Tout a commencé lors de la fin de semaine du Grand Prix de Montréal, du 8 au 11 juin, quand Laurence Parent, vice-présidente du RAPLIQ, décide de prendre part aux festivités et d’emprunter le boulevard Saint-Laurent. Terrasses, podiums et kiosques l’empêchent de circuler librement.
Pendant ce temps, l’événement « Nuit blanche sur tableau noir » bat son plein sur l’avenue Mont-Royal, où Linda Gauthier, présidente du RAPLIQ, fait le même constat.
« Ça n’a pas de bon sens. Chaque année, c’est toujours la même chose. Lorsqu’il y a des événements, on aimerait ça y participer, mais on ne peut pas, car on n’a plus accès aux trottoirs et aux commerces », déplore-t-elle.
Selon Mme Gauthier, cette problématique n’est pas propre au Plateau-Mont-Royal. Elle est régulièrement témoin de situations similaires sur l’ensemble du territoire montréalais.
« On a donc envoyé une lettre, le 11 juin, au président de l’Association des Sociétés de développement commercial (SDC) de Montréal ainsi qu’à Gérald Tremblay, maire de Montréal, et à Jocelyn Ann Campbell, qui est attitrée au dossier de l’accessibilité universelle au comité exécutif de la Ville. On leur a demandé de repenser la logistique des événements publics extérieurs, et ce, pour tous les arrondissements. Pas juste sur le Plateau », indique-t-elle, soulignant qu’elle n’a encore reçu aucune réponse.
Le RAPLIQ a également formulé une plainte auprès de la Commission des droits de la personne. Dans sa requête, il demande à ce que les normes d’accessibilité universelle soient respectées pour permettre aux personnes à mobilité réduite de déambuler aisément de manière sécuritaire. L’organisme souhaite que les modifications nécessaires soient apportées d’ici un an.

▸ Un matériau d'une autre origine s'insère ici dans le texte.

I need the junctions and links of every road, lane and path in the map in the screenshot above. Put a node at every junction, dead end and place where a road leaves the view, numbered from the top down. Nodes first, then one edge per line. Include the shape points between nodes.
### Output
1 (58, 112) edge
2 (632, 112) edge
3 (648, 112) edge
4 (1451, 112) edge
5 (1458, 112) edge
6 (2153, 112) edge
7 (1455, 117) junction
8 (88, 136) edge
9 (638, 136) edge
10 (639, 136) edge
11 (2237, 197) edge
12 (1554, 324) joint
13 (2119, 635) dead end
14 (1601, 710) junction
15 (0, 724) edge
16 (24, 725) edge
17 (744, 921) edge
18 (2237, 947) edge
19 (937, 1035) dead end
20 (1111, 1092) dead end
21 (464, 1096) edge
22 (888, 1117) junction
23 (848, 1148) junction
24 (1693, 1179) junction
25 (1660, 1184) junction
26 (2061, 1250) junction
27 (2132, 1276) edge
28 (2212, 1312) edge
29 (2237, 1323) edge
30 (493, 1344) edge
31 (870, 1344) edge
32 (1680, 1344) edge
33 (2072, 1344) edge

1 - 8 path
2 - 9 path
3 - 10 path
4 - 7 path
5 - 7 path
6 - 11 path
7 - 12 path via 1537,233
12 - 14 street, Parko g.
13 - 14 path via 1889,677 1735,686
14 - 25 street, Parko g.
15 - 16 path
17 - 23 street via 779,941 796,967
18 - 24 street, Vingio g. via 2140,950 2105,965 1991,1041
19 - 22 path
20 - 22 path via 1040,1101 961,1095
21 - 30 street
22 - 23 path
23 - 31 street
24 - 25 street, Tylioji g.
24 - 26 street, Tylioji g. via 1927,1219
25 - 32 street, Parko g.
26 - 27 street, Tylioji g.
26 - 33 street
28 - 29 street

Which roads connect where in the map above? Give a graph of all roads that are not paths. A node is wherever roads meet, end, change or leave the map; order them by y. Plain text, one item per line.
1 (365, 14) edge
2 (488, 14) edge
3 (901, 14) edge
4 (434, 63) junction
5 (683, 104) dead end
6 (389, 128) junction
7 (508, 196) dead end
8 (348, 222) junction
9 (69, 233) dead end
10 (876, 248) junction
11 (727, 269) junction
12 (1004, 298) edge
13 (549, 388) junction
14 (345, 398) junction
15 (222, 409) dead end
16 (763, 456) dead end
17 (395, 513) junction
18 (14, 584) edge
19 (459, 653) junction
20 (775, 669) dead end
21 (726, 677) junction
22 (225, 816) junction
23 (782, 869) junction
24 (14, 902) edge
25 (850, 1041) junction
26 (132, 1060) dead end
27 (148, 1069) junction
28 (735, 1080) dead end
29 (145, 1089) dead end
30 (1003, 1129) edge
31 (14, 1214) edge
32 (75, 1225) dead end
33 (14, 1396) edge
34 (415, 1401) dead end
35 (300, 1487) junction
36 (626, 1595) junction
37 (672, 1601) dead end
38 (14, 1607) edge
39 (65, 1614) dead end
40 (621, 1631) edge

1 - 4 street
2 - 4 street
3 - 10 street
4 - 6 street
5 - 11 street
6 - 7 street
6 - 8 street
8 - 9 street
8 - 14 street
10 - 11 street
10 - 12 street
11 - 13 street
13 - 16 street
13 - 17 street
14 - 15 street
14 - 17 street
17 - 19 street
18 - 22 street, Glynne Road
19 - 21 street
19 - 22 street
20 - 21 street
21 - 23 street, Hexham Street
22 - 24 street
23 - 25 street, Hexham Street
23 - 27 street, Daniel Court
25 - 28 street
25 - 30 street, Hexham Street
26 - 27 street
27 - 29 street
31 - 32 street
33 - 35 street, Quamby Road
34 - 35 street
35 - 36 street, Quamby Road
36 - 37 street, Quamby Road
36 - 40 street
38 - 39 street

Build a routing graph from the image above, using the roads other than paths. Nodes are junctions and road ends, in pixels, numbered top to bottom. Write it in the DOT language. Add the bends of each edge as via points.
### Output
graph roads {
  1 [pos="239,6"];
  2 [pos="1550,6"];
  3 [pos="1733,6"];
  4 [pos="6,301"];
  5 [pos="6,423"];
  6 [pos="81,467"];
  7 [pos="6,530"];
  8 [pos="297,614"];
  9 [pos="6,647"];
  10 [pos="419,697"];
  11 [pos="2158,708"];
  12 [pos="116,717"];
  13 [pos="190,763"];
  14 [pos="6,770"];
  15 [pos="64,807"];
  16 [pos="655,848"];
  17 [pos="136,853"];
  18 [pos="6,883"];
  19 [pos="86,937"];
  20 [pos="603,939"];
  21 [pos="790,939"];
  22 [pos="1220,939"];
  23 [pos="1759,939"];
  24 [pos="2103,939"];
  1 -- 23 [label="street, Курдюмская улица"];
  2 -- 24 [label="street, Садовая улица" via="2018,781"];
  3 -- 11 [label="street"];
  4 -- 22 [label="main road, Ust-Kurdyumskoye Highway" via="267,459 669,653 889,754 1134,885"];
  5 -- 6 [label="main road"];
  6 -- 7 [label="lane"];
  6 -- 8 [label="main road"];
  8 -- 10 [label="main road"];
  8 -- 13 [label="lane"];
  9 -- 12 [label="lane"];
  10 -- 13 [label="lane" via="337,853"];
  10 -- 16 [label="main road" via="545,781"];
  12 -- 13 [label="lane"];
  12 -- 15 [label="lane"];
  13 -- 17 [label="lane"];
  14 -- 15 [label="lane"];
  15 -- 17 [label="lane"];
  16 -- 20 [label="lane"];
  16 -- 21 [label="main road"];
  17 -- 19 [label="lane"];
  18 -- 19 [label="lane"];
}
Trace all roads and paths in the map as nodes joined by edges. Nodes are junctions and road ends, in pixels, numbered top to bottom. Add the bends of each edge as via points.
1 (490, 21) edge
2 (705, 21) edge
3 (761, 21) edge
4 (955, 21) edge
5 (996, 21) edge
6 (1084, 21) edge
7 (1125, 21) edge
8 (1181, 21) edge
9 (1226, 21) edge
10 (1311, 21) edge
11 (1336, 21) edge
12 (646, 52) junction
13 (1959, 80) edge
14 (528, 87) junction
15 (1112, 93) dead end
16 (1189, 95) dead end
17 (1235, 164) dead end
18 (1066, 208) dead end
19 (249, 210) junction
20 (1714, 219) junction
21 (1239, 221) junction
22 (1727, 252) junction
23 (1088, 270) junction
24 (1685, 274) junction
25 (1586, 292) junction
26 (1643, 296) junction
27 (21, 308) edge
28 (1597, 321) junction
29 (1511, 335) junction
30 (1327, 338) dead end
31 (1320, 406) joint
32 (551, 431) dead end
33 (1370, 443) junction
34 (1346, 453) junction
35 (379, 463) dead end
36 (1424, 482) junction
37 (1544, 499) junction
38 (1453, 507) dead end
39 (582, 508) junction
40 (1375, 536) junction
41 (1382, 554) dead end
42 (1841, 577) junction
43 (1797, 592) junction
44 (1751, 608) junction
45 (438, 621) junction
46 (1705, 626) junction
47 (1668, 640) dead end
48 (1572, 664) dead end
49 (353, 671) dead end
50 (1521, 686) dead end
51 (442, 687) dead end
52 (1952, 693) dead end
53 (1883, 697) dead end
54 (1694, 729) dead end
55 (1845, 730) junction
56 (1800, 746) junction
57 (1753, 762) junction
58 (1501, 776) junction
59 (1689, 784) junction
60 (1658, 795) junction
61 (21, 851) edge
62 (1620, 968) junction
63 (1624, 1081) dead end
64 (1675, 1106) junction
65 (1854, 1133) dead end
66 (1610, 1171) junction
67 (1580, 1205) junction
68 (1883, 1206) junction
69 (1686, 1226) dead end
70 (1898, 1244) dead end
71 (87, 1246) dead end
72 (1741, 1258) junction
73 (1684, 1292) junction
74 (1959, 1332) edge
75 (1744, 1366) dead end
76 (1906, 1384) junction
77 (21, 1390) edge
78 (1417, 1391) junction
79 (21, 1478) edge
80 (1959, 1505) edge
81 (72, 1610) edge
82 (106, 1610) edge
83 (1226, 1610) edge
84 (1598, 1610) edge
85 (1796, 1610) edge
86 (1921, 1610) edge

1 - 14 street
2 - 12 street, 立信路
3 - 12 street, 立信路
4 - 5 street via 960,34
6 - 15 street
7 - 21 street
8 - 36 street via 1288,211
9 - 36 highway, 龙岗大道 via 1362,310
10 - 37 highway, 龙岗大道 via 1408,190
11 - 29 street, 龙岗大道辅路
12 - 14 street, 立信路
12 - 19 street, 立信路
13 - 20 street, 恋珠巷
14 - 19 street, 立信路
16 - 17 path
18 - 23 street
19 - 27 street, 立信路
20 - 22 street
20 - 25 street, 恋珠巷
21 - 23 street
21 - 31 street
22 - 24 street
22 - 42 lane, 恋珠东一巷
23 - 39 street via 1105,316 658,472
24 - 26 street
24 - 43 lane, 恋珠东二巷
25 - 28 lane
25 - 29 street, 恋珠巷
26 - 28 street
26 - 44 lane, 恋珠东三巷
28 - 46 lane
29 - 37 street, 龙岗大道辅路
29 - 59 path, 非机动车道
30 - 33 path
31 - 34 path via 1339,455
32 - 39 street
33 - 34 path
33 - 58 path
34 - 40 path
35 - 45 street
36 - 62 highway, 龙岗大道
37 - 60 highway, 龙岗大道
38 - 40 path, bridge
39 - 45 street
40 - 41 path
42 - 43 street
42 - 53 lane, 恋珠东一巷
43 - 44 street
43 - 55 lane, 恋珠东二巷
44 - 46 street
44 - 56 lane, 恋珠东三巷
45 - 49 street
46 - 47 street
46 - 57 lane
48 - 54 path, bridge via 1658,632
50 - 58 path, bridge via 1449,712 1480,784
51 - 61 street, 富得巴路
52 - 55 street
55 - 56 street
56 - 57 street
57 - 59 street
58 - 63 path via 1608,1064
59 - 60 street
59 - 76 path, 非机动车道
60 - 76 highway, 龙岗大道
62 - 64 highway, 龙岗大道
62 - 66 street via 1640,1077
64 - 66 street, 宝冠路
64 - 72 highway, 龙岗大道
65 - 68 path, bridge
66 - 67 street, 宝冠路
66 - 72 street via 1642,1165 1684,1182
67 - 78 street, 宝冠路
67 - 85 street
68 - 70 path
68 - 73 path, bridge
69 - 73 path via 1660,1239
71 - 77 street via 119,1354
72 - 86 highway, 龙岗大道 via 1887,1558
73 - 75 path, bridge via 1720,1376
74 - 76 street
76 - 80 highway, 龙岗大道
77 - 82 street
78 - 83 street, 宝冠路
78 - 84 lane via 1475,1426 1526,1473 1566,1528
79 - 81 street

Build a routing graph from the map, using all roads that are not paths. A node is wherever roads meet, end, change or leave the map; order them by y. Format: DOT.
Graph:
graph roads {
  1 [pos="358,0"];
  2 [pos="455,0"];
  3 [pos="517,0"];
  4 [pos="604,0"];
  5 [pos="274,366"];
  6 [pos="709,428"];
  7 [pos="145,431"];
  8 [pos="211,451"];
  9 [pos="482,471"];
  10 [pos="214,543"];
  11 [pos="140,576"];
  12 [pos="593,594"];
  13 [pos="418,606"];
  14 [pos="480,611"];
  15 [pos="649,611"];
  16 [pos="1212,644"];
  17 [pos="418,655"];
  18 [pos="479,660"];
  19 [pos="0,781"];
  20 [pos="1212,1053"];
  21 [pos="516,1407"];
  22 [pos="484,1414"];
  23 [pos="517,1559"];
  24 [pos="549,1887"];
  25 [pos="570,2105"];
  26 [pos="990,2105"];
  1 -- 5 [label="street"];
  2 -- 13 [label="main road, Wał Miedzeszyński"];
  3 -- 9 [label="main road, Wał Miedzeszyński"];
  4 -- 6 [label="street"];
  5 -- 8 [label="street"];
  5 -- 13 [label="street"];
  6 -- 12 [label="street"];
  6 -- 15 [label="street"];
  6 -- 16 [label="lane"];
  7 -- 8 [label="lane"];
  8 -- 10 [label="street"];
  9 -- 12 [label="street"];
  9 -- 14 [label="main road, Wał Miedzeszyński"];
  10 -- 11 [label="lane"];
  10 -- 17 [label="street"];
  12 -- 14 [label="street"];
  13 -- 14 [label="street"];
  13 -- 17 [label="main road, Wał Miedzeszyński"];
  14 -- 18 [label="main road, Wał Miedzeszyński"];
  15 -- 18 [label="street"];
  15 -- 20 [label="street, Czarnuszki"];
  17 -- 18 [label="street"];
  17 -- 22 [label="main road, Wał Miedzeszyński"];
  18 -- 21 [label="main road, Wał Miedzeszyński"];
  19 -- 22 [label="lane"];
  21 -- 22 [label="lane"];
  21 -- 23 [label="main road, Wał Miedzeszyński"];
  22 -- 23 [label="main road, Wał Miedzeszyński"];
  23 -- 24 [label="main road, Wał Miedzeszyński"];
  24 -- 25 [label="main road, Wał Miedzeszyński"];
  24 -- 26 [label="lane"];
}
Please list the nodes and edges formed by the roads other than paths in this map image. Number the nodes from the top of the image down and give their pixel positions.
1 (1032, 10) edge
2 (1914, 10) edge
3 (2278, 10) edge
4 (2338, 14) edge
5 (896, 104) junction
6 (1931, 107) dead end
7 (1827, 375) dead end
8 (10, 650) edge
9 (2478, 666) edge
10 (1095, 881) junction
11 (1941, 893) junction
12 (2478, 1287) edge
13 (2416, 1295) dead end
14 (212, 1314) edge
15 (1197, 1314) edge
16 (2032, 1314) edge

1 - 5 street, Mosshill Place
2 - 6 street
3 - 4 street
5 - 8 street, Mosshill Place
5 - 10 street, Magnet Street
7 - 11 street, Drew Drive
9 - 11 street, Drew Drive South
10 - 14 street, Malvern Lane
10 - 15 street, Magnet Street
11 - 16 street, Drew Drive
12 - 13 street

« C’est quand même toute une question de logistique puisque les organisateurs d’événements planifient déjà leurs activités pour l’année prochaine. N’empêche que ça ne devrait pas être trop compliqué à appliquer.
« Je ne crois que c’est quelque chose qui va pouvoir se régler en médiation, malheureusement. Je pense qu’il va falloir passer devant les tribunaux. Il s’agit d’un gros dossier qui compte déjà six plaignants. Il va sûrement y en avoir d’autres qui vont s’ajouter. On ne peut pas vraiment blâmer les SDC ou les élus, c’est le système qui est ainsi fait. Montréal a beau s’être doté d’une politique d’accessibilité universelle, les gens n’y pensent pas », indique-t-elle.
Sensibilisation
En attendant que la question de l’accessibilité aux événements extérieurs soit réglée, le RAPLIQ continue ses activités de sensibilisation auprès de la population. Cette année, les journées de l’accessibilité, où les participants prennent part à un parcours d’exploration à bord d’un fauteuil roulant, seront encore de retour. Toutefois, Mme Gauthier pense changer la formule dans les années à venir.
« On veut mettre sur pied une banque de données alimentée par les gens. Ils vont pouvoir nous dire quels endroits sont accessibles et pourquoi. On va ensuite aller sur place pour valider l’information », annonce-t-elle.
Mme Gauthier songe également à organiser des soirées thématiques, où le savoir-faire de personnes aux prises avec des limitations physiques serait mis à l’honneur.